What Only Makes Sense in Reverse
Of course, we have to take such notions on faith. And faith, as Philip Yancey once wisely concluded, “means believing in advance what will only make sense in reverse.”
As we “believe in advance” what may only, and most assuredly, “make sense in reverse,” we may start to anticipate that root canal moments are peculiar invitations for folks of our peculiar disposition to come empty to the Fullness we crave.
And this provides a spiritual secret that you won’t always hear from the most advanced spiritual writers.
You may have run across those mature mystics who’ll urge that we all need to love God for his own sake and not for his gifts to us. And of course, it’s a lovely sentiment. I like the sound of it. God isn’t, after all, our celestial Amazon Prime account, or our spoiling grandparent, but Supremely Magnificent and Holy, and therefore worthy of our deepest devotion and admiration.
He’s to be loved and praised for who he is.
I hope to get to that point some day.
But thankfully, in the middle of root canals gone wrong, we have redirecting reassurances from saints who’ve wrestled long with God, like Soren Kierkegaard, for instance (and the whole Bible really, but let’s not overdo it) who’d settle us with a happy bit of fanger-waggin’:
“Woe to the presumptuous, who would dare to love God, without needing him! You are NOT to presume to love god for God’s sake, you are humbly to understand that your own welfare eternally depends on this need.” (Christian Discourses)
That there is a novocaine to a smarting molar.
Our “own eternal welfare depends” on our need of God. And what heightens our sense of need more than these danged deprivations that we hate and try so much to avoid?
Our love of god and need of God will always be Gorilla-glued together.
And so maybe, in root canals gone awry, God is increasing our capacity for refreshing familiarity with Him as battalions of trouble come our way.

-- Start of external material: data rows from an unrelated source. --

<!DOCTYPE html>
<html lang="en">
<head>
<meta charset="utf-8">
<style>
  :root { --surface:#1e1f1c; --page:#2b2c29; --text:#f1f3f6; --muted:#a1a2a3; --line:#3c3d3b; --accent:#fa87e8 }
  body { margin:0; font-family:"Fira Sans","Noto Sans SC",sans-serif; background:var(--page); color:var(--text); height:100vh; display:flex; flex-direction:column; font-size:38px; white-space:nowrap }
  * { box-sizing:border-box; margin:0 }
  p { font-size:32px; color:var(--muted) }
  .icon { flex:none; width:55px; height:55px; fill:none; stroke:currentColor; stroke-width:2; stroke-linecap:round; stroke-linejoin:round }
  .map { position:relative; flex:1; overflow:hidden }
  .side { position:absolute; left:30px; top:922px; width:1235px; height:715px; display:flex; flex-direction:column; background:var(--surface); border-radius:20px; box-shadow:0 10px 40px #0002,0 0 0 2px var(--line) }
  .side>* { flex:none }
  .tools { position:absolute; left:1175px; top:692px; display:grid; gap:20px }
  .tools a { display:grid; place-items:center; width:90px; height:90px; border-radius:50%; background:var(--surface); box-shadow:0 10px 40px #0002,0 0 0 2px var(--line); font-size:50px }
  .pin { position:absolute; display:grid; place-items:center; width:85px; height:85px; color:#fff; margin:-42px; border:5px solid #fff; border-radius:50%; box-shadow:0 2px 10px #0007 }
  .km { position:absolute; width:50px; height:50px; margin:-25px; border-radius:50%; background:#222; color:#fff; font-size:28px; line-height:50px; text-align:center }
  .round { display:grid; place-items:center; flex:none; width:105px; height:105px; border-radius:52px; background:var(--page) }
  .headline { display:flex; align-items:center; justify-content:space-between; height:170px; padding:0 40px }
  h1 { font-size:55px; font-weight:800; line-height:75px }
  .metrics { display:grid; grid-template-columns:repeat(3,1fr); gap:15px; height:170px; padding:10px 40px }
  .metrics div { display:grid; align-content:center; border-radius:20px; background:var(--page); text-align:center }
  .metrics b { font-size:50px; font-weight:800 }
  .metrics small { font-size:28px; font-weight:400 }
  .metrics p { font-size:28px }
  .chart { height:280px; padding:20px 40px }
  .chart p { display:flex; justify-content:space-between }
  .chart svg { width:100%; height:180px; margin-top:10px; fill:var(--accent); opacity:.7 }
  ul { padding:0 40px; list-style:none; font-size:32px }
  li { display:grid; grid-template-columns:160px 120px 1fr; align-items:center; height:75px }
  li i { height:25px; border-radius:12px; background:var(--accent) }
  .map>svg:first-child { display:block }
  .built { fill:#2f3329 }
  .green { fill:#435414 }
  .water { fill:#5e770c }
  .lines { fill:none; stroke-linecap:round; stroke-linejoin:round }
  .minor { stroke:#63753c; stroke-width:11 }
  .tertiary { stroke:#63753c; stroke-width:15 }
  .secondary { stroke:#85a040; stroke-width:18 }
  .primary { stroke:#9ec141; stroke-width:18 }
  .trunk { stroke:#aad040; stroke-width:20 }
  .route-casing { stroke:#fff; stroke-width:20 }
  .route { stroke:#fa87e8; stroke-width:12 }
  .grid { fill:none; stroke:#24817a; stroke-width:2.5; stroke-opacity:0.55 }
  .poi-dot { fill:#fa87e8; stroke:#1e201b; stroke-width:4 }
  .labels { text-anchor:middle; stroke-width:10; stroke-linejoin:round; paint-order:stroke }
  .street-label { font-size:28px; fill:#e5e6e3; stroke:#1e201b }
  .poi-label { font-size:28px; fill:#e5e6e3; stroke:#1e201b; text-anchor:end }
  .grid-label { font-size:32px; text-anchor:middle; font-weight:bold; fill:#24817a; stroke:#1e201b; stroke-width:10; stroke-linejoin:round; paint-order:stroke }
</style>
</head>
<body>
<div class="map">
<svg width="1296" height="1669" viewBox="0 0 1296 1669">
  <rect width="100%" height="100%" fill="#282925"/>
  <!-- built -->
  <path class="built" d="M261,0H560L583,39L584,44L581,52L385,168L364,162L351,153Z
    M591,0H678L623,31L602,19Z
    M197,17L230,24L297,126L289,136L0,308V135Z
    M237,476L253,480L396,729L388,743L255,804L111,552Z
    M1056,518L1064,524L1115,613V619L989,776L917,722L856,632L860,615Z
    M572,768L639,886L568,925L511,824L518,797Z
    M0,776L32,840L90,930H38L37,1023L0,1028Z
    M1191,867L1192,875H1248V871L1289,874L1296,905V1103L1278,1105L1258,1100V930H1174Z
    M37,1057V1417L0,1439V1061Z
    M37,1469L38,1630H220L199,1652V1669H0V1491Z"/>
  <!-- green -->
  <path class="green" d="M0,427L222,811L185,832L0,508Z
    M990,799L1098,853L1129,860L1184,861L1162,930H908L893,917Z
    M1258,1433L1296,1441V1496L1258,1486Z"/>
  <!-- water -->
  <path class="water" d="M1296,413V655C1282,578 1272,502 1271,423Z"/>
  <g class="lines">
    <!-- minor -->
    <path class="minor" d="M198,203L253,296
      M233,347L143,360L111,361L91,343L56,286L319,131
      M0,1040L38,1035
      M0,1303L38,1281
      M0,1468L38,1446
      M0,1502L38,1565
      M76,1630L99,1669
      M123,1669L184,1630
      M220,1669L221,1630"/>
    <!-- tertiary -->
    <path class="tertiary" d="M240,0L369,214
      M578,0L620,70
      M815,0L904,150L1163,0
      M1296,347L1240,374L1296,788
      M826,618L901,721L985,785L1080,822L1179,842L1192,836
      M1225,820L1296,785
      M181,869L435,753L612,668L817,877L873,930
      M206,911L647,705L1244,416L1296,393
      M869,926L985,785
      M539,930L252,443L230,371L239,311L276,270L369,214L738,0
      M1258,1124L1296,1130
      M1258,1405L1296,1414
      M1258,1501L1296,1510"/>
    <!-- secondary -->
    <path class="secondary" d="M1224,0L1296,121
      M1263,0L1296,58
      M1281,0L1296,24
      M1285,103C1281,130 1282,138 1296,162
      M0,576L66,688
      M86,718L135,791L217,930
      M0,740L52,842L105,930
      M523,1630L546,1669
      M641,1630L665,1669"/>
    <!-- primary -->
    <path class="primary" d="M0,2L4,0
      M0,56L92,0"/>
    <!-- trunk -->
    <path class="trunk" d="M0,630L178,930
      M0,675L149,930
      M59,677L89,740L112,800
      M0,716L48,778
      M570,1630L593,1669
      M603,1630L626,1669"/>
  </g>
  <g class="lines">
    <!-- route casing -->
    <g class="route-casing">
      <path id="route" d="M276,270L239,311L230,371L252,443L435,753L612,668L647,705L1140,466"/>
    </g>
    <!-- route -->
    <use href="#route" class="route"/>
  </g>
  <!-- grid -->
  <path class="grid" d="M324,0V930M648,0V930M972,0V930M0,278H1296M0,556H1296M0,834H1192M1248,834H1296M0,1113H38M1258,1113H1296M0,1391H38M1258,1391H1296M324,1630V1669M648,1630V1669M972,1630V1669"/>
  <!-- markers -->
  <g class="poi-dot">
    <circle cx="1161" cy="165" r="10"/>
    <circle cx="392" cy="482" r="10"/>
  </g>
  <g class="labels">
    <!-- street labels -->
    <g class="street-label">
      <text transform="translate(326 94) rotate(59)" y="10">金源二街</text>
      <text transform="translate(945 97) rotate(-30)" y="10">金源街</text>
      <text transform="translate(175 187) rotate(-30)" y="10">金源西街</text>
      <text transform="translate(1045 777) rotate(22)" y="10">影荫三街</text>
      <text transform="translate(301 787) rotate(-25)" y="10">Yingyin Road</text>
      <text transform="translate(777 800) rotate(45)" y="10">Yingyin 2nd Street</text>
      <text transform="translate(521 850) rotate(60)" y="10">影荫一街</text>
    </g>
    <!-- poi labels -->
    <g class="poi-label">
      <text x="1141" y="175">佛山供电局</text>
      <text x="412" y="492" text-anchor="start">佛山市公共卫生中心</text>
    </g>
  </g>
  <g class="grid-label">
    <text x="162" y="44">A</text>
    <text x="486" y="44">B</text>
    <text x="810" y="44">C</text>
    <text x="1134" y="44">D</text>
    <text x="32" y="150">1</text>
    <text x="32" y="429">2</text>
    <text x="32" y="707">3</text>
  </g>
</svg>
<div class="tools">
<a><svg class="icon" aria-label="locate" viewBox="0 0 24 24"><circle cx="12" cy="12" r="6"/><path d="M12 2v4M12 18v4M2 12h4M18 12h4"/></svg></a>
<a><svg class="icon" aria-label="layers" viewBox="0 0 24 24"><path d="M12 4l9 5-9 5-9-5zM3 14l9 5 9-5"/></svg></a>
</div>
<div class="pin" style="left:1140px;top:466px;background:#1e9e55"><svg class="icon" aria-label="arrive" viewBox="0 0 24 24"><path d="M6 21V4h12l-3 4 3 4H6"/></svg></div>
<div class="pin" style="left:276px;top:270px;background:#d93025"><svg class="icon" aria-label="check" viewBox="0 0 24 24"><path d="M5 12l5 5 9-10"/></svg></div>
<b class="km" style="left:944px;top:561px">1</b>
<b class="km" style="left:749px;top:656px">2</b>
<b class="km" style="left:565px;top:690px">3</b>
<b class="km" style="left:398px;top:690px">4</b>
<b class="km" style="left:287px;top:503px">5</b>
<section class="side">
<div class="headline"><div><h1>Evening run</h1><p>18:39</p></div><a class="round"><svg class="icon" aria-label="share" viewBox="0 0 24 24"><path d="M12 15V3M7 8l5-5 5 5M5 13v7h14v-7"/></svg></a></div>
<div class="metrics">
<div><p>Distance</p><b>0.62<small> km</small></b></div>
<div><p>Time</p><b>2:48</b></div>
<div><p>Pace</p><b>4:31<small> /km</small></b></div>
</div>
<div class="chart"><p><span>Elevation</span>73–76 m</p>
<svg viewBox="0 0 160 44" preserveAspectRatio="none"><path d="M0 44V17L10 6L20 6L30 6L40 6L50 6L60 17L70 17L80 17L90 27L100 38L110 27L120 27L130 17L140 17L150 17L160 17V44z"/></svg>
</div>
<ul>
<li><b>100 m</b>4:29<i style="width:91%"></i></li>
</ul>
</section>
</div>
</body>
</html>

That sure seems to have happened for the Psalmist reflecting on the Lord’s kingship in Psalm 13:
“The LORD is king forever and ever...
You, LORD, hear the desire of the afflicted, you encourage them and you listen to their cry.”
What if there are deep, sustaining consolations that our King with perked ears means to encourage us with as we moan, whimper, and plead in the middle of root canals gone bad?
Whether angrily, sorrowfully, eagerly, or reluctantly, need can thrust us into the healing presence of Christ who himself is no stranger to the battalions of sorrow that mow over our lives like a bush-hog chews up weeds on an East Tennessee field.
If he is what we’re made for, then the intensity of our hungers and thirsts, and the wounds from our skirmishes with all the battalions of sorrow are putting us in position to receive what we may not have wanted without them.
These root canals gone wrong that are wearing us down, may just wean us off ourselves, and in the process, help us find Him who grants us the privilege of an indestructible life which leans on a love that cannot be lost, will always be present, and “will not let us go.”